(Oct. 22, 2021) In yet another split decision over the issue, a final rule giving CUSOs the power to originate any type of loan an FCU may originate – and give the NCUA Board more flexibility in approving permissible CUSO activities and services – was approved by the board at its meeting Thursday.
The rule will become effective 30 days after publication in the Federal Register.
On a 2-1 vote (with Chairman Todd Harper dissenting), the board finalized the rule that – from the start – has been contentious. In January, when the proposal was issued, the board voted 2-1 in favor of issuing it for comment. In September, the board voted 2-1 to bring the final rule up for consideration. Harper dissented on all three.
NCUA said that it made no substantive changes from the proposal in finalizing the rule.
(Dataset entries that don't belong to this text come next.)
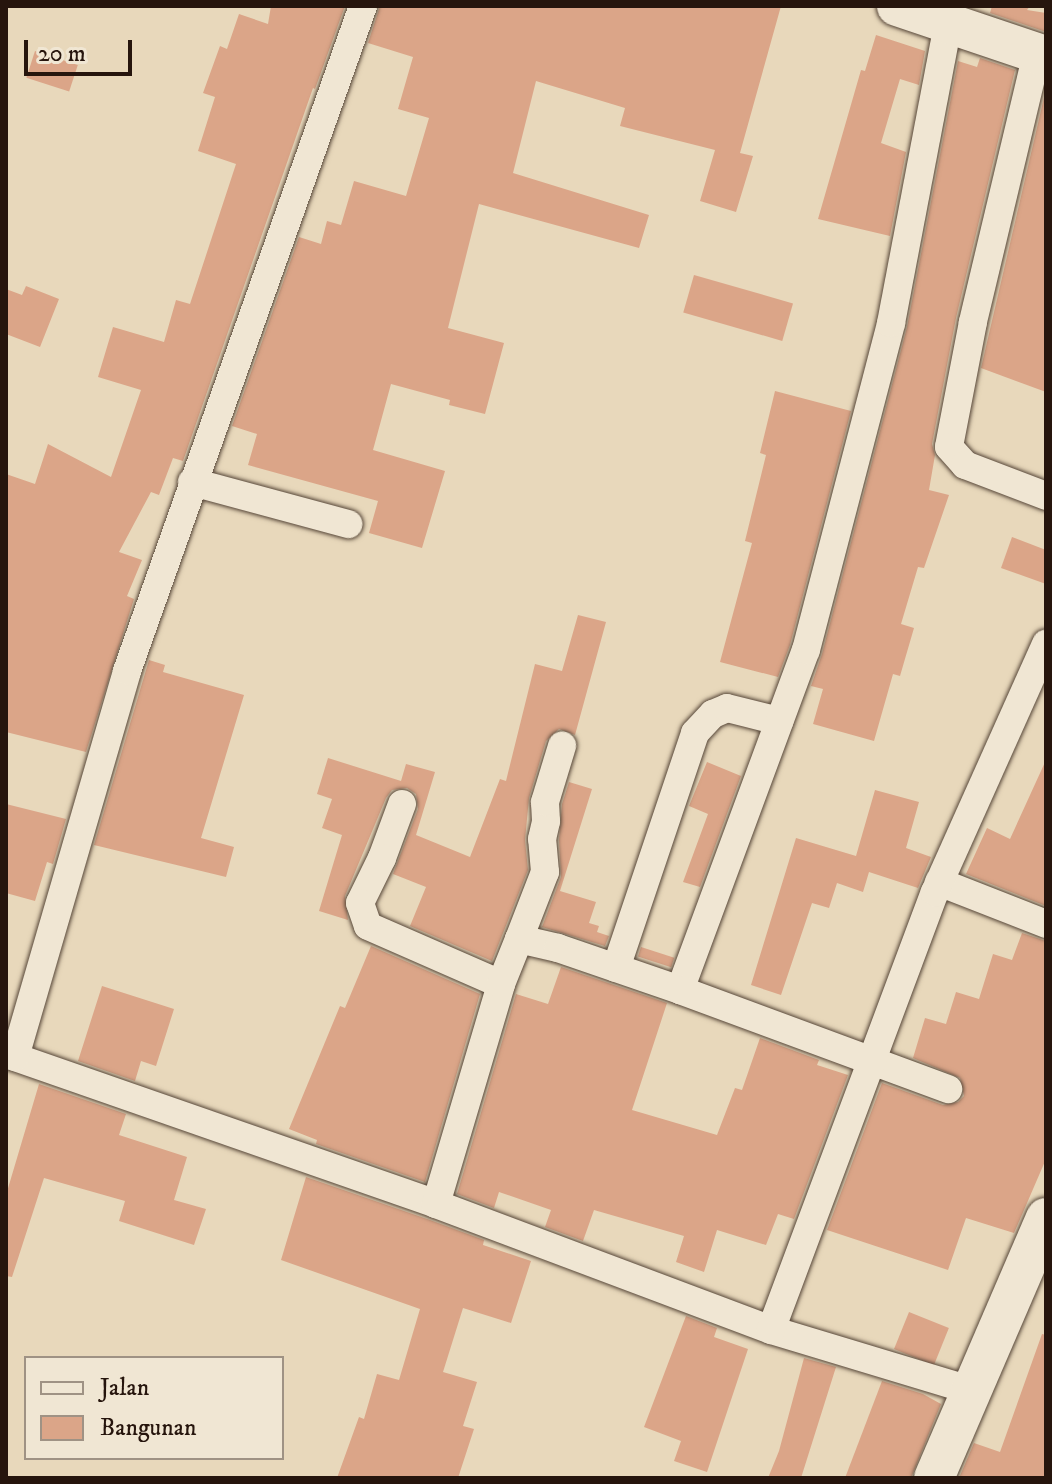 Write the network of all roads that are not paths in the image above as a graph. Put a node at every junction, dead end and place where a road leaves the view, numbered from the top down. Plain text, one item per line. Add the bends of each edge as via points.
1 (363, 6) edge
2 (897, 6) edge
3 (948, 23) junction
4 (1042, 54) edge
5 (192, 482) junction
6 (1046, 496) edge
7 (348, 524) dead end
8 (1046, 644) edge
9 (779, 721) junction
10 (562, 746) dead end
11 (402, 804) dead end
12 (939, 882) junction
13 (1046, 924) edge
14 (519, 939) junction
15 (616, 968) junction
16 (501, 984) junction
17 (680, 990) junction
18 (11, 1056) edge
19 (871, 1062) junction
20 (948, 1089) dead end
21 (436, 1204) junction
22 (1046, 1218) edge
23 (771, 1330) junction
24 (970, 1390) junction
25 (934, 1478) edge

1 - 5 street
2 - 3 street
3 - 4 street
3 - 9 street via 870,412 806,650
4 - 6 street via 973,322 949,447 965,465
5 - 7 street
5 - 18 street via 127,671
8 - 12 street
9 - 15 street via 727,708 695,733
9 - 17 street
10 - 14 street via 545,802 545,872
11 - 16 street via 360,903 368,926
12 - 13 street
12 - 19 street
14 - 15 street
14 - 16 street
15 - 17 street
16 - 21 street
17 - 19 street
18 - 21 street
19 - 20 street
19 - 23 street
21 - 23 street
22 - 24 street
23 - 24 street
24 - 25 street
The agency said the final rule is intended to accomplish two things: expand the list of permissible activities and services for CUSOs to include the origination of any type of loan that an FCU may originate; and grant the NCUA Board additional flexibility to approve permissible activities and services.
By allowing CUSOs to originate any type of loan an FCU can, the list of permissible loans by CUSOs is expanded from only business loans, consumer mortgage loans, student loans, and credit cards. The list of new loans includes automobile and small-dollar (payday) loans – the two types NCUA has said would likely draw the newest involvement by CUSOs.
Harper scorned the rule, saying (as he has in the past) that its adoption will result in a “wild west” among credit unions of affording “little accountability for consumer protection.” Board Member Rodney Hood, in his comments, disregarded Harper’s concerns, asserting that CUSOs are already largely regulated under state laws. He also told the board that the new rule doesn’t go far enough: it should allow, he said, CUSOs to invest directly into financial technology companies (fintechs) without requiring the fintechs to become CUSOs. Hood said he intended to work toward that end, and other expansions of the rule, in the remaining tenure of his term.
Vice Chairman Kyle Hauptman, in his comments, suggested that the rule could be tweaked in the future, to address any emerging issues or developments.
However, both Hood and Harper stated their continued support for giving NCUA exam authority over third-party vendors to credit unions.
In its comment filed on the proposal in late April, NASCUS noted as a key concern with the proposal that possible, additional reporting requirements for state credit unions could be a result of a finalized rule. NASCUS noted that the proposal could influence state credit unions considering collaborating with FCU investors in the formation and ownership of a CUSO – a condition that prompted the association to comment.
In some states, NASCUS pointed out, CUSOs owned by state credit unions already hold expanded lending power. The association noted, however, that the NCUA proposal could end up requiring additional reporting requirements that don’t today exist for SCUs. “NASCUS opposes extension of any additional reporting requirements to SCU CUSOs resulting from an expansion of FCU powers,” the association wrote.
NCUA, however, in its commentary on the final rule, rejected that view saying that it “does not believe the effect of this rule on CUSOs in which only FISCUs have an ownership interest represents a policy change” from existing NCUA reporting requirements.
Following the meeting, NASCUS’ Ito reiterated the point the association made in its comment letter last spring that CUSOs owned by state credit unions already hold expanded lending powers with benefits accruing to members and participating credit unions alike, without raising safety and soundness nor consumer protection concerns. She said NASCUS views the final rule as a “natural evolution“ in a robust dual charter system.
“However, we note that, as finalized, the CUSO rule includes additional reporting requirements which could impact state-chartered credit unions in considering whether to collaborate with FCU investors in the formation and ownership of a CUSO. An additional concern is whether the rule adds new reporting requirements to state credit union CUSOs, because of expanding FCU CUSO powers. Is there something wrong with this picture? NASCUS will review the final rule closely and look forward to working with NCUA to resolve any unintended, negative impacts on state credit union CUSOs.”